On platforms that cater to smaller groups like iMessage, WhatsApp, and Snapchat, moderation is essentially an extension of offline social life. People can be “ghosted”, removed from chats, and blocked for a number of reasons, but there is rarely a formal code of conduct for what speech is permitted or banned. Frequently smaller group chats are made up of people who know each other offline, which can incentivize good behavior. 

On platforms that cater to larger groups like Discord and Slack, there are designated “channel” administrators (similar to subreddit moderators) who handle moderation and create formal policies which they then enforce. Larger group chats suffer from many of the same content moderation problems traditional social media faces. For example, Discord hosted a number of far-right chats which were used to plan the deadly Charlottesville protests in 2017. Additionally, large WhatsApp groups have been blamed for inciting mob murders in India. 

Small group chats seem to avoid some of the moderation problems that plague many social media platforms. But as groups get larger, people are less likely to know each other in different contexts, and discussions can get out of control.

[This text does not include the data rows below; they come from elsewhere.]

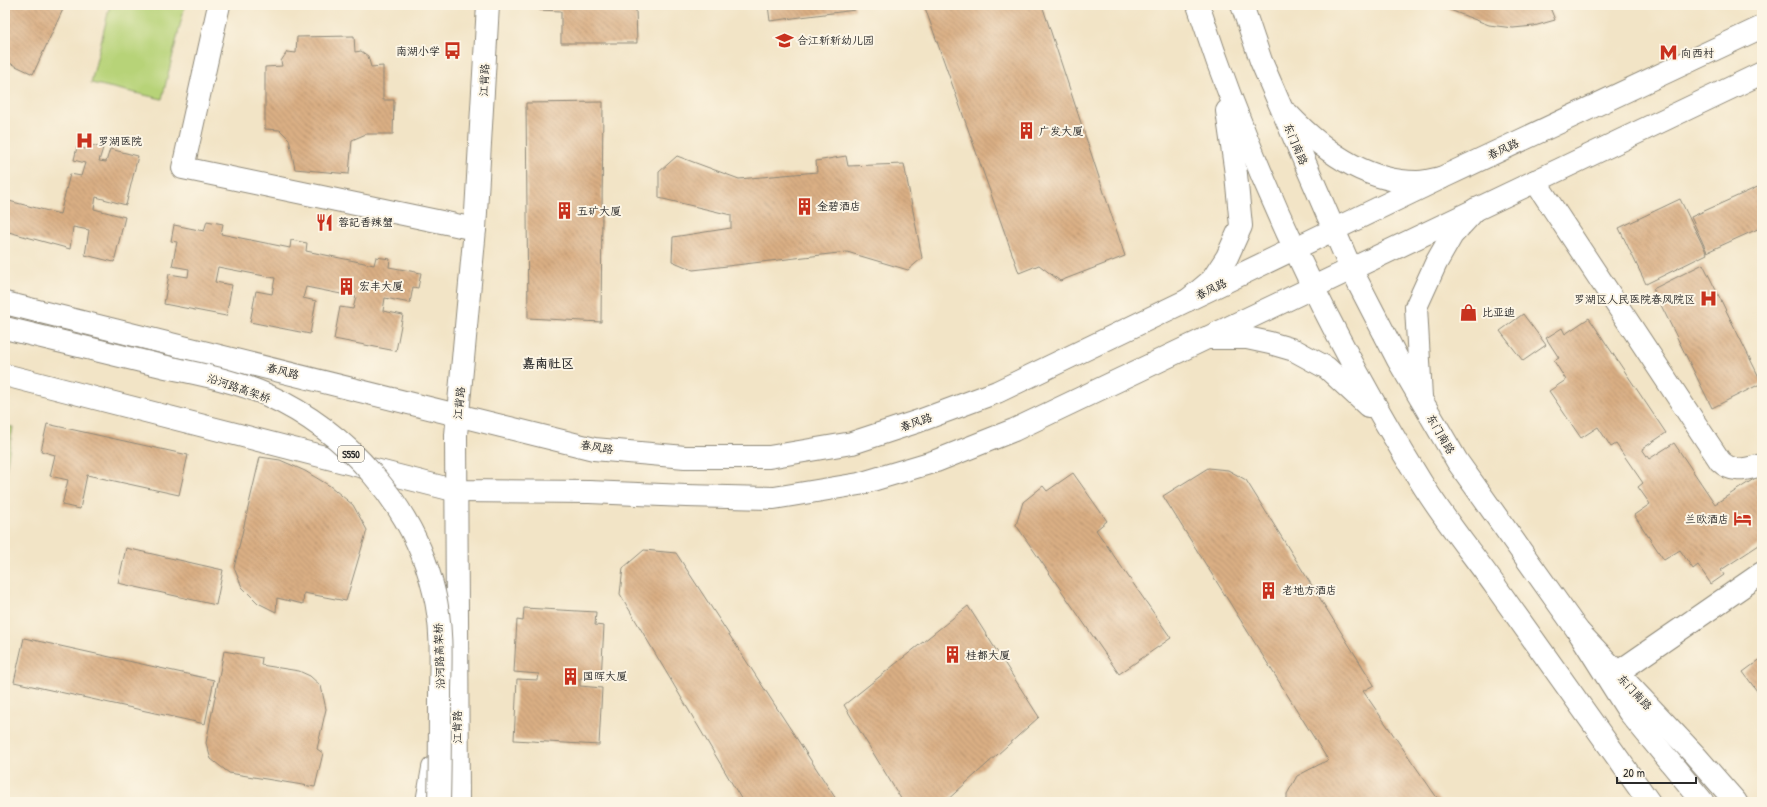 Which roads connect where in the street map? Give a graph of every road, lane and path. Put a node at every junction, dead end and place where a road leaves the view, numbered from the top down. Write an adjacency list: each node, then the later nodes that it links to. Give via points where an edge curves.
1 (219, 5): 12 (main road, via 183,168)
2 (488, 5): 12 (main road, 江背路)
3 (1198, 5): 7 (main road)
4 (1242, 5): 8 (main road, 东门南路, via 1261,62)
5 (1762, 27): 9 (main road, 春风路)
6 (1762, 73): 10 (main road)
7 (1221, 76): 14 (main road); 17 (main road, via 1241,226 1227,257 1212,280)
8 (1279, 104): 9 (main road, via 1306,133 1332,153 1372,174 1397,181 1418,182); 13 (main road, 东门南路)
9 (1441, 178): 13 (main road, 春风路)
10 (1535, 181): 11 (main road); 25 (main road, via 1720,461 1730,469 1736,470)
11 (1476, 209): 15 (main road); 22 (main road, via 1452,235 1416,307)
12 (475, 229): 23 (main road, 江背路)
13 (1333, 230): 14 (main road, 春风路); 15 (main road, 东门南路)
14 (1294, 249): 16 (main road); 17 (main road, 春风路)
15 (1351, 269): 16 (main road); 22 (main road, 东门南路)
16 (1312, 288): 20 (main road); 24 (main road)
17 (1188, 300): 23 (main road, 春风路, via 997,392 852,443 769,457 685,457 594,449)
18 (5, 303): 23 (main road, 春风路)
19 (5, 328): 30 (main road, 沿河路高架桥 / S550, bridge, via 227,381 267,395 301,413 339,441 379,481 406,521 422,555 434,592 441,640)
20 (1206, 338): 24 (main road, via 1247,338 1294,350 1327,368); 26 (main road, via 1014,430 936,461 859,484 774,498)
21 (5, 375): 26 (main road)
22 (1421, 400): 28 (main road, 东门南路, via 1457,461)
23 (458, 414): 26 (main road, 江背路)
24 (1385, 422): 34 (main road, via 1422,484)
25 (1762, 465)
26 (456, 491): 33 (main road, 江背路)
27 (1762, 573): 29 (main road)
28 (1578, 631): 29 (main road, 东门南路); 35 (main road, via 1629,712)
29 (1617, 673): 36 (main road, 东门南路)
30 (440, 709): 31 (main road, bridge); 32 (main road, 沿河路高架桥 / S550, bridge)
31 (427, 802)
32 (439, 802)
33 (458, 802)
34 (1649, 802)
35 (1703, 802)
36 (1736, 802)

Some of the WhatsApp groups that have been blamed for inciting violence had 100 or more members, which combined with easy message forwarding means they may have functioned more as a broadcast and amplification service than a private space for discussion.

Affordances. Chat platforms offer real-time communication, privacy, and ephemerality.

Chats are private by default—you usually need an invitation to join one. This means you can be fairly confident that what you share will only be seen by other people in the chat, giving you the freedom to be yourself and connect naturally. Chats are also ephemeral. Some platforms enforce this directly, like Snapchat and its disappearing messages. However, chats are also inherently ephemeral because they are usually real-time and typically high volume. Just like you don’t remember the majority of your offline conversations, most online chats are quickly forgotten. Additionally, there isn’t an easily accessible public archive of your messages that could be used against you. Remarks made on chat platforms will usually fade into obscurity, and capturing and reposting chat transcripts is a major violation of norms in many chat communities.

The evolution of chat logic spaces in parallel to more permanent and asynchronous social media spaces is likely a positive development. We shouldn’t have to subject ourselves to the competitive, political, and highly visible digital town square when we are trying to hang out with friends and family or organize in small groups. That’s what living rooms are for.

However, as chat logic platforms become the dominant spaces in some online ecosystems— particularly in developing nations, and in nations with large diasporas like India—they may act as powerful amplifiers and broadcasters. At that point, the advantages of chat logic—ephemerality, privacy, and speed—can become dangers instead of benefits. High velocity weaponized misinformation, spread through channels that can’t be easily studied, is a nightmare for scholars of hate speech and disinformation.

Some chat platforms are trying to stop living rooms from turning into de-facto public squares by limiting their size and virality. Whether users accept these restrictions, or whether they simply move to less regulated spaces may determine how the living room/public square tension is resolved going forward.

(We focus mostly on text-based chat platforms in this post but we think this analysis applies to other mediums as well. For example, we think video chat platforms like Zoom and audio chat platforms like Clubhouse fit in this logic as well.)